1. ## Series question

Hi
The question given is

Prove by mathematical induction that

$\displaystyle \frac{1}{3} + \frac{2}{3^2} + \frac{3}{3^3} + \frac{n}{3^n} = \frac{1}{4}(3-\frac{2n + 3}{3^n})$

I've spent quite a bit of time on this, playing around with it, but can't seem to make any head-way. If anyone can give any hints or tips at all i'd be rather grateful.

-Dave

2. Originally Posted by walleye
Hi
The question given is

Prove by mathematical induction that

$\displaystyle \frac{1}{3} + \frac{2}{3^2} + \frac{3}{3^3} + \frac{n}{3^n} = \frac{1}{4}(3-\frac{2n + 3}{3^n})$

I've spent quite a bit of time on this, playing around with it, but can't seem to make any head-way. If anyone can give any hints or tips at all i'd be rather grateful.

-Dave

For n = 1 we get:

Left side: $\displaystyle \frac{1}{3}$

Right side:$\displaystyle \frac{1}{4}\left(3-\frac{2\cdot 1+3}{3^1}\right)=\frac{1}{4}\left(3-\frac{5}{3}\right)=\frac{1}{4}\left(\frac{4}{3}\ri ght)=\frac{1}{3}$...check.

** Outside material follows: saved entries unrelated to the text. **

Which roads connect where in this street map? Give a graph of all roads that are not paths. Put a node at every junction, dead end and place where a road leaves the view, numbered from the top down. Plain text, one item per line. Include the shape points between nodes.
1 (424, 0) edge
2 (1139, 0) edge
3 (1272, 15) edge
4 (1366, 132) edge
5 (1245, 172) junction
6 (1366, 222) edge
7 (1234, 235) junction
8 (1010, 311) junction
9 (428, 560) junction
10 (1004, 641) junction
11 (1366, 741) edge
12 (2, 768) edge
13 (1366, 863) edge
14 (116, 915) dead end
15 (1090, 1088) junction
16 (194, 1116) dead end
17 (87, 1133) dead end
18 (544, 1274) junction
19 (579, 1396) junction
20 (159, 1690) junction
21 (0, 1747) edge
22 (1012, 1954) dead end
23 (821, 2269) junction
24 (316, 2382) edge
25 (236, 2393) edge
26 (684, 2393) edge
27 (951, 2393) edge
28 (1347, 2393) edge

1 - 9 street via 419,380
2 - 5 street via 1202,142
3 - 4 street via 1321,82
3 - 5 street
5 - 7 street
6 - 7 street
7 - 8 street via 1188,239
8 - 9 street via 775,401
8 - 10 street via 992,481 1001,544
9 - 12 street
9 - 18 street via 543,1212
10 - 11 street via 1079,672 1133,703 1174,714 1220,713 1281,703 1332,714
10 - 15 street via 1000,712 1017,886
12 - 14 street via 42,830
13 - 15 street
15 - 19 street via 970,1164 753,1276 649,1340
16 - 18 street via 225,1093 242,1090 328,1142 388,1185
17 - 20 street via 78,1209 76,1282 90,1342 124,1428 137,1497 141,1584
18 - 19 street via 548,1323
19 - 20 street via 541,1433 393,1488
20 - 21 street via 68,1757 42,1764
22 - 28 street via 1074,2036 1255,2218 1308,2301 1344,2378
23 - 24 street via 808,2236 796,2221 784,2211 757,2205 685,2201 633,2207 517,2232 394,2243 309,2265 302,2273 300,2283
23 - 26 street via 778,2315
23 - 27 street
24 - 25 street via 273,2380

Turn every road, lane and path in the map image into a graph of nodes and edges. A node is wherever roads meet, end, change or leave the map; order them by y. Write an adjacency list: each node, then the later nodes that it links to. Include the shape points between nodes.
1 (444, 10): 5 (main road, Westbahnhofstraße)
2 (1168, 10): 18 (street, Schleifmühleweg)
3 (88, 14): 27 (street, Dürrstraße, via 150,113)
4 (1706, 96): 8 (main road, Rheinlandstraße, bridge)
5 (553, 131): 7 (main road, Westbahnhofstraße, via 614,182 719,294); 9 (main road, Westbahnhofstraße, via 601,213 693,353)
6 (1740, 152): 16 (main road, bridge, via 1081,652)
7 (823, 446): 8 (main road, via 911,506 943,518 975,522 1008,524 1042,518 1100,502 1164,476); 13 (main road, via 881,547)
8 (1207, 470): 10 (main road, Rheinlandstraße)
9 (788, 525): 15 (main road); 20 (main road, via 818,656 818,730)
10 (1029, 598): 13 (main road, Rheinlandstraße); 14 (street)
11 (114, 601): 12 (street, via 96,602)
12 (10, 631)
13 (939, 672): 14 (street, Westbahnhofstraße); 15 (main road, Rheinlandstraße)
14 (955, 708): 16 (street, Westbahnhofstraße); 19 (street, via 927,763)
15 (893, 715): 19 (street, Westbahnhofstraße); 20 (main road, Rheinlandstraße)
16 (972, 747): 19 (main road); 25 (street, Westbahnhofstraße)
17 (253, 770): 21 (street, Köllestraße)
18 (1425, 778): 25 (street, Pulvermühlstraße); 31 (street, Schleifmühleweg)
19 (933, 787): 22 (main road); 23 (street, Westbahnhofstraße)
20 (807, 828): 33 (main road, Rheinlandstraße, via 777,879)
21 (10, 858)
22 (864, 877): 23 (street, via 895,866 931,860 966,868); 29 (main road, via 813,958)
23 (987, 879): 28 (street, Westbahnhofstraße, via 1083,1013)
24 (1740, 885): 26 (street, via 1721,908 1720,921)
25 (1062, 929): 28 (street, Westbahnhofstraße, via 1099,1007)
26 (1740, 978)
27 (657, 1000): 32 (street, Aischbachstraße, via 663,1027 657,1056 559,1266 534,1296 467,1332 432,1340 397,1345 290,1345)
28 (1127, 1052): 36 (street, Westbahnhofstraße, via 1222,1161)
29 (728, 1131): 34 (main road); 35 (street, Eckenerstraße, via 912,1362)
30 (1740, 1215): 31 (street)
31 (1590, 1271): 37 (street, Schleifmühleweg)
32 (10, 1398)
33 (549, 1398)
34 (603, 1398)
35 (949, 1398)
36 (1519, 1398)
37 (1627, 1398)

Assume now the claim's true for n and let's try to show for n+1:

$\displaystyle \frac{1}{3}+\frac{2}{3^2}+\ldots+\frac{n}{3^n}+\fr ac{n+1}{3^{n+1}}=\frac{1}{4}\left(3-\frac{2n+3}{3^n}\right)+\frac{n+1}{3^{n+1}}$ $\displaystyle =\frac{1}{4}\left(\frac{3^{n+1}-3-2n}{3^n}+\frac{4n+4}{3^{n+1}}\right)$ $\displaystyle = \frac{1}{4}\left(\frac{3^{n+2}-9-6n+4n+4}{3^{n+1}}\right)$ .

Well, now with a little (very little, indeed) algebra check that the rightmost side equals the formula with n+1 instead n, and we're done.

Tonio

3. I'm sorry, I forgot to thank you for this.

after a bit of reworking I finally got it.

Thanks

4. Tonio, sorry, doesn't your last expression evaluate to $\displaystyle \frac{1}{4}\left(3-\frac{2n+\color{red}5}{3^{n+1}}\right)$ ?

5. Originally Posted by scorpion007
Tonio, sorry, doesn't your last expression evaluate to $\displaystyle \frac{1}{4}\left(3-\frac{2n+\color{red}5}{3^{n+1}}\right)$ ?

Indeed it does...just as needed.

Tonio

6. But don't we need

$\displaystyle \frac{1}{4}\left(3-\frac{2n+3}{3^{n+1}}\right)$
?

Ah, nevermind! I forgot to substitute n+1 in 2(n+1)

7. You can also differentiate $\displaystyle 1+x+x^2+\dots+x^n = \frac{1-x^{n+1}}{1-x}$ with respect to $\displaystyle x$, multiply both sides by $\displaystyle x$ and set $\displaystyle x=\frac{1}{3}$.